**Brief:** Below are records; count the lines that contain "dead" and state only that count.

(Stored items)
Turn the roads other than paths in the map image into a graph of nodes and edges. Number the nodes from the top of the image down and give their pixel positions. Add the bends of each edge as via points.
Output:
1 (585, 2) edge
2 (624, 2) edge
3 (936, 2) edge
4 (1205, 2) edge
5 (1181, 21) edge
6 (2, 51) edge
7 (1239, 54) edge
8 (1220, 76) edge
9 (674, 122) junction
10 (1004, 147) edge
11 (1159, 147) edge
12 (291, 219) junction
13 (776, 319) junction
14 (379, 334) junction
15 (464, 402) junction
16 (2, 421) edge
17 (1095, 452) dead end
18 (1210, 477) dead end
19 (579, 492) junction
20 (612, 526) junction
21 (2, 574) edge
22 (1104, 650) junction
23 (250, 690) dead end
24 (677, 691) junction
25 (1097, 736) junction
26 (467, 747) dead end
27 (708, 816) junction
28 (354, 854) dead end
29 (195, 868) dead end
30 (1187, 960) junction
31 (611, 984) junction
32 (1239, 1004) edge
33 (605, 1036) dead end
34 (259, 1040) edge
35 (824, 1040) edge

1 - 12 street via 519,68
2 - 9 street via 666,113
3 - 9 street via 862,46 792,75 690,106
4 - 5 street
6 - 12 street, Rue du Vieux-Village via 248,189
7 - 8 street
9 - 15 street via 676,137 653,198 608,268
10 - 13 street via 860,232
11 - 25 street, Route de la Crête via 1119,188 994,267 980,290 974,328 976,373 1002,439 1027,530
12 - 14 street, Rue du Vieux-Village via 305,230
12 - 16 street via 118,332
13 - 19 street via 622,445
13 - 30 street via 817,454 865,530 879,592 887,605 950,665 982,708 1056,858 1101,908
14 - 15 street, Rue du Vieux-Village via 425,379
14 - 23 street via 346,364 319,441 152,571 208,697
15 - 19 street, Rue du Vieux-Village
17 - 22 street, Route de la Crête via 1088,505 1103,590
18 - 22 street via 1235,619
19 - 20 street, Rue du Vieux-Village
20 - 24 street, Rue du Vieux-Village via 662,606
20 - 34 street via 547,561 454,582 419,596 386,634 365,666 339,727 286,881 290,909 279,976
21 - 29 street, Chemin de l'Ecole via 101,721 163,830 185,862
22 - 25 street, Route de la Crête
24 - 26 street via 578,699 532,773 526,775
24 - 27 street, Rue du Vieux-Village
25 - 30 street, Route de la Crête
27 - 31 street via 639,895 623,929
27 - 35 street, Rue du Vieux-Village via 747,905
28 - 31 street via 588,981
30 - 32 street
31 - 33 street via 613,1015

**Answer to this task:** 7